Elizabeth Pepin Silva
Archival Photo Researcher
Elizabeth Pepin Silva is an independent filmmaker, photographer, researcher and writer born and raised in the San Francisco Bay Area. She has won five Emmy Awards and several film festival awards for her television and documentary film work. As a photographer, Elizabeth’s unique and realistic images of women surfers have appeared in museums and galleries, including San Francisco’s Yerba Buena Center for the Arts, and the San Jose Museum of Art.She is also a music licensing maven and archival research specialist, and has done archival work for many projects, including the feature film Milk and the award-winning documentary on the early days of the AIDS crisis, We Were Here.

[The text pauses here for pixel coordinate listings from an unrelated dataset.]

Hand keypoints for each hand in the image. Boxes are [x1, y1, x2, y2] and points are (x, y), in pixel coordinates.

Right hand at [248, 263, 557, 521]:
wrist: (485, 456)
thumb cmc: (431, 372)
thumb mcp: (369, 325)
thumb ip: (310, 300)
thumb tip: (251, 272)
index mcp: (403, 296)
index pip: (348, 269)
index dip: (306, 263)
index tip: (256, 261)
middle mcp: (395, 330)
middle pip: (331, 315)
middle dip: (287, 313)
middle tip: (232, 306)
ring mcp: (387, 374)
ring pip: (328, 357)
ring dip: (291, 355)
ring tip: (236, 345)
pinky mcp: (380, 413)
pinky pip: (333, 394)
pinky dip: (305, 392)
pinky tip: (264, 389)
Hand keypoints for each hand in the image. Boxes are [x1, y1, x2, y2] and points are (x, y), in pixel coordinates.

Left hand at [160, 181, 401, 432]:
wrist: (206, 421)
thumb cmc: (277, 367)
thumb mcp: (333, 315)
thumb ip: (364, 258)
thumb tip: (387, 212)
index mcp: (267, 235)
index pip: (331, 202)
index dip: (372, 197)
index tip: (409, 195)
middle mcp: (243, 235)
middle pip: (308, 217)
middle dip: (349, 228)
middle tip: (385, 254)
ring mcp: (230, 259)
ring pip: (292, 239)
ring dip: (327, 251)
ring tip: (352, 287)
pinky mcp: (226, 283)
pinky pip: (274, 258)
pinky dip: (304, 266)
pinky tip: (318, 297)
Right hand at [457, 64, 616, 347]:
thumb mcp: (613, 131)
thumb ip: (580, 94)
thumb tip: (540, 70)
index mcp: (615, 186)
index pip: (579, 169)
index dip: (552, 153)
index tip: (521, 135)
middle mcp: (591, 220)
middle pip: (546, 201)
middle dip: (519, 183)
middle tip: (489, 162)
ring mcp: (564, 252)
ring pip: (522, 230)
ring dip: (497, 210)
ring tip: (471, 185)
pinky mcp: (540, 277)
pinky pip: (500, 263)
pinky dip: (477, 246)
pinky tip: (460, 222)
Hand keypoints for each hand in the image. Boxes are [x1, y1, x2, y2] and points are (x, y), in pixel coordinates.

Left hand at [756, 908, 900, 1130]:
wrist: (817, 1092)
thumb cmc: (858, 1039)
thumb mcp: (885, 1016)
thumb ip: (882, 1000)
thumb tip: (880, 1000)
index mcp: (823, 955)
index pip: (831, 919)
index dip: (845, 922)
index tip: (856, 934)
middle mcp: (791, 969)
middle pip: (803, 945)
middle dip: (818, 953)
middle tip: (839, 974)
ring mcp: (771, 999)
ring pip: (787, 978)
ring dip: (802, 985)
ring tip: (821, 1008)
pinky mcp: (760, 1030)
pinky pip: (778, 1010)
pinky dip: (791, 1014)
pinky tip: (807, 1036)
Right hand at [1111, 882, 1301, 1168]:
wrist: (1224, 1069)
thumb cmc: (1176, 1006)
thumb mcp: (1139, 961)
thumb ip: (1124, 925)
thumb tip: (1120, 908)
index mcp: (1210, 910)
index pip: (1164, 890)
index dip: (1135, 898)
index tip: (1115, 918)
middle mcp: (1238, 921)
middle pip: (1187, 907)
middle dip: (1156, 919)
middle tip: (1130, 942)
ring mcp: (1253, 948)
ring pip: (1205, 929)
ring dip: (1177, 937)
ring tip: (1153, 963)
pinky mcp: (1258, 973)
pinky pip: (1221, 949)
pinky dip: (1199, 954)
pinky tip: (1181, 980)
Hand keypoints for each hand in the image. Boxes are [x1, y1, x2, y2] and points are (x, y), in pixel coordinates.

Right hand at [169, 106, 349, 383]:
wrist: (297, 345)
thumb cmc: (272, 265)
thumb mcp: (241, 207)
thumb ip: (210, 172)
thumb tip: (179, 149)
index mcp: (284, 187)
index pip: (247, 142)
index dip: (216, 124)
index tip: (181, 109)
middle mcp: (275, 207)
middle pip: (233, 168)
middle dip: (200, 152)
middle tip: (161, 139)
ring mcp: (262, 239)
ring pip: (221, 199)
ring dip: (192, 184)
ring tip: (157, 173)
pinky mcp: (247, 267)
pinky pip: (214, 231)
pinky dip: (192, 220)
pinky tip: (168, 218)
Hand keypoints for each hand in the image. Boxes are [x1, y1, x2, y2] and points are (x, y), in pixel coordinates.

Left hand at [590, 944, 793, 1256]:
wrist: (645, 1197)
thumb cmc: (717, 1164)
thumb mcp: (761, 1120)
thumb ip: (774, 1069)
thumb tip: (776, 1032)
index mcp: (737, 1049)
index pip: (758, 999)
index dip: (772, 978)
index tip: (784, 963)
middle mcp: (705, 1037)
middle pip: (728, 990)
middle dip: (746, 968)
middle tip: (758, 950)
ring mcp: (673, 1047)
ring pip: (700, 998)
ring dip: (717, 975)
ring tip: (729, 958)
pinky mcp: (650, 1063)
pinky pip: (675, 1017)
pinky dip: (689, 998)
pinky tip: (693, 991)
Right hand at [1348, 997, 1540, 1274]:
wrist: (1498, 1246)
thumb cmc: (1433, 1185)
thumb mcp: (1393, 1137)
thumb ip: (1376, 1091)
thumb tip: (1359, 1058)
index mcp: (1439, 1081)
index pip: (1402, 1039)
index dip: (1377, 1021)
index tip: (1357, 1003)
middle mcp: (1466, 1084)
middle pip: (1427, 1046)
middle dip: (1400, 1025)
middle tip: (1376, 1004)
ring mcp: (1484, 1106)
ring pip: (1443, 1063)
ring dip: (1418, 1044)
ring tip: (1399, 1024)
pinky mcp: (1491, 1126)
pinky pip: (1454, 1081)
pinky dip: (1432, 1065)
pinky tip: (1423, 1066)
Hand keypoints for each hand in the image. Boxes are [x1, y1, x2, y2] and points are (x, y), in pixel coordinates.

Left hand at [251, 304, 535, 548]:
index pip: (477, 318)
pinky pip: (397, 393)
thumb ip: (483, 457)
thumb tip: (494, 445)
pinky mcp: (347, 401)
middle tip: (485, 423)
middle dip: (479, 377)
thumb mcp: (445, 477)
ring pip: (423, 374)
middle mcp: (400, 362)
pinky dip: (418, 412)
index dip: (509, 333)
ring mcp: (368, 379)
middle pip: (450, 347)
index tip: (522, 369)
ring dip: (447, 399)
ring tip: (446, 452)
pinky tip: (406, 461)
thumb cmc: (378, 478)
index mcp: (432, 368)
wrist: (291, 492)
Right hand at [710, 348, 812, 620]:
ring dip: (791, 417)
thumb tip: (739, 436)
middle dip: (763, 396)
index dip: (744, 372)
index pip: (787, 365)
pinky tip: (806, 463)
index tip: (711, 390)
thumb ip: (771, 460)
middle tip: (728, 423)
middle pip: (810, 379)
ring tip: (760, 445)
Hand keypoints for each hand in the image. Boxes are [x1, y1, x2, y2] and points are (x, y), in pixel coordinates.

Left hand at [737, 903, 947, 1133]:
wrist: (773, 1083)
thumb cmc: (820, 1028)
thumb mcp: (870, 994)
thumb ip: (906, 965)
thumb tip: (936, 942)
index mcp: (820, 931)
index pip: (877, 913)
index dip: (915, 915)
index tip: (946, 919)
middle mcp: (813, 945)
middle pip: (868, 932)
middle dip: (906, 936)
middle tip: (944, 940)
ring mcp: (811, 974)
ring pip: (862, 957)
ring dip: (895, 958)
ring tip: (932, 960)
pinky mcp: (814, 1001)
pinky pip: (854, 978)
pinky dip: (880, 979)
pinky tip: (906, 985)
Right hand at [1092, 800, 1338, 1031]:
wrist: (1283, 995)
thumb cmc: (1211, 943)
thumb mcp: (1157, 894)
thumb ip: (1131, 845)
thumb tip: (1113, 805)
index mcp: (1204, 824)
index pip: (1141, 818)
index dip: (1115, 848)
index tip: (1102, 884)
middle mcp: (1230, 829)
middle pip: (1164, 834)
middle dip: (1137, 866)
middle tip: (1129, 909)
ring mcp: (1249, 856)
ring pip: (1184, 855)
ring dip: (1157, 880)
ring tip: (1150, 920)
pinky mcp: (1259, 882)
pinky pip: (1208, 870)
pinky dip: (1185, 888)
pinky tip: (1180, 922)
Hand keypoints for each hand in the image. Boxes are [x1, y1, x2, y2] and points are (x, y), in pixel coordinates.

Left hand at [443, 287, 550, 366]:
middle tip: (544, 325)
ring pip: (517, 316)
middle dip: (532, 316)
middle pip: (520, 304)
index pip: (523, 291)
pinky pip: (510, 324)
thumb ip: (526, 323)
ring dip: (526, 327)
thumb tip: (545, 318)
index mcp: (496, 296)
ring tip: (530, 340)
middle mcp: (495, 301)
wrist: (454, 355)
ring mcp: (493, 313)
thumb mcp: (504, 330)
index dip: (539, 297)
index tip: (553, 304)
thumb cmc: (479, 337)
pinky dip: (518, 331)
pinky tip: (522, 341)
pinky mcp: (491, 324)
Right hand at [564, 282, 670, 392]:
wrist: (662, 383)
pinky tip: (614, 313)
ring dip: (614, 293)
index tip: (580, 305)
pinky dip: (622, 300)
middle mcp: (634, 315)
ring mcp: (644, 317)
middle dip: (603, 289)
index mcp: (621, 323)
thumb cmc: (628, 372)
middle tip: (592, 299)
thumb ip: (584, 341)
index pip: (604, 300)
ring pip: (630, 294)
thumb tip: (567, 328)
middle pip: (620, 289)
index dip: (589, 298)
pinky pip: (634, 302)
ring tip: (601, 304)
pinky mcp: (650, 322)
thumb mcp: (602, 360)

While still a toddler, Mr. Roberts disappeared during a Colorado blizzard, and was found and raised by a hermit miner and his pet 3-legged cougar, Clementine. By his late teens, Robert had become a concert harpsichordist and used this as a cover for another enterprise — international jewel thief. Following his arrest by the FBI, he managed to weasel out of a prison sentence in exchange for helping uncover a syndicated computer crime ring. He is currently in a federal witness protection program, disguised as a mild-mannered artist and freelance web developer.
Ted Sprague was a dancer/performer for 25 years(film, television, theatre, and nightclubs) and a director/choreographer of stage musicals and plays for over 20 years. He is now retired and serves on the board of the Professional Dancers Society and is one of four producers of the documentary film “Mia, A Dancer’s Journey” which has just received an Emmy nomination.
C. Jerome Woods
C. Jerome Woods is Founding Director of the Black Lesbian, Gay, Bisexual, and Transgendered Project featuring a vast collection of archival material pertaining to SGL/queer history, with information dating back to the 1930s. Mr. Woods is a retired Special Education Teacher and author who sits on a variety of local boards that include St. Elmo Village, the California LGBT Arts Alliance. He volunteers for community organizations that include International Black Writers & Artists, Strength for the Journey, Colors In Common and Pride & Promote (formerly ATB, L. A.’s Black Pride) as well as Unity Fellowship of Christ Church. He resides in Los Angeles.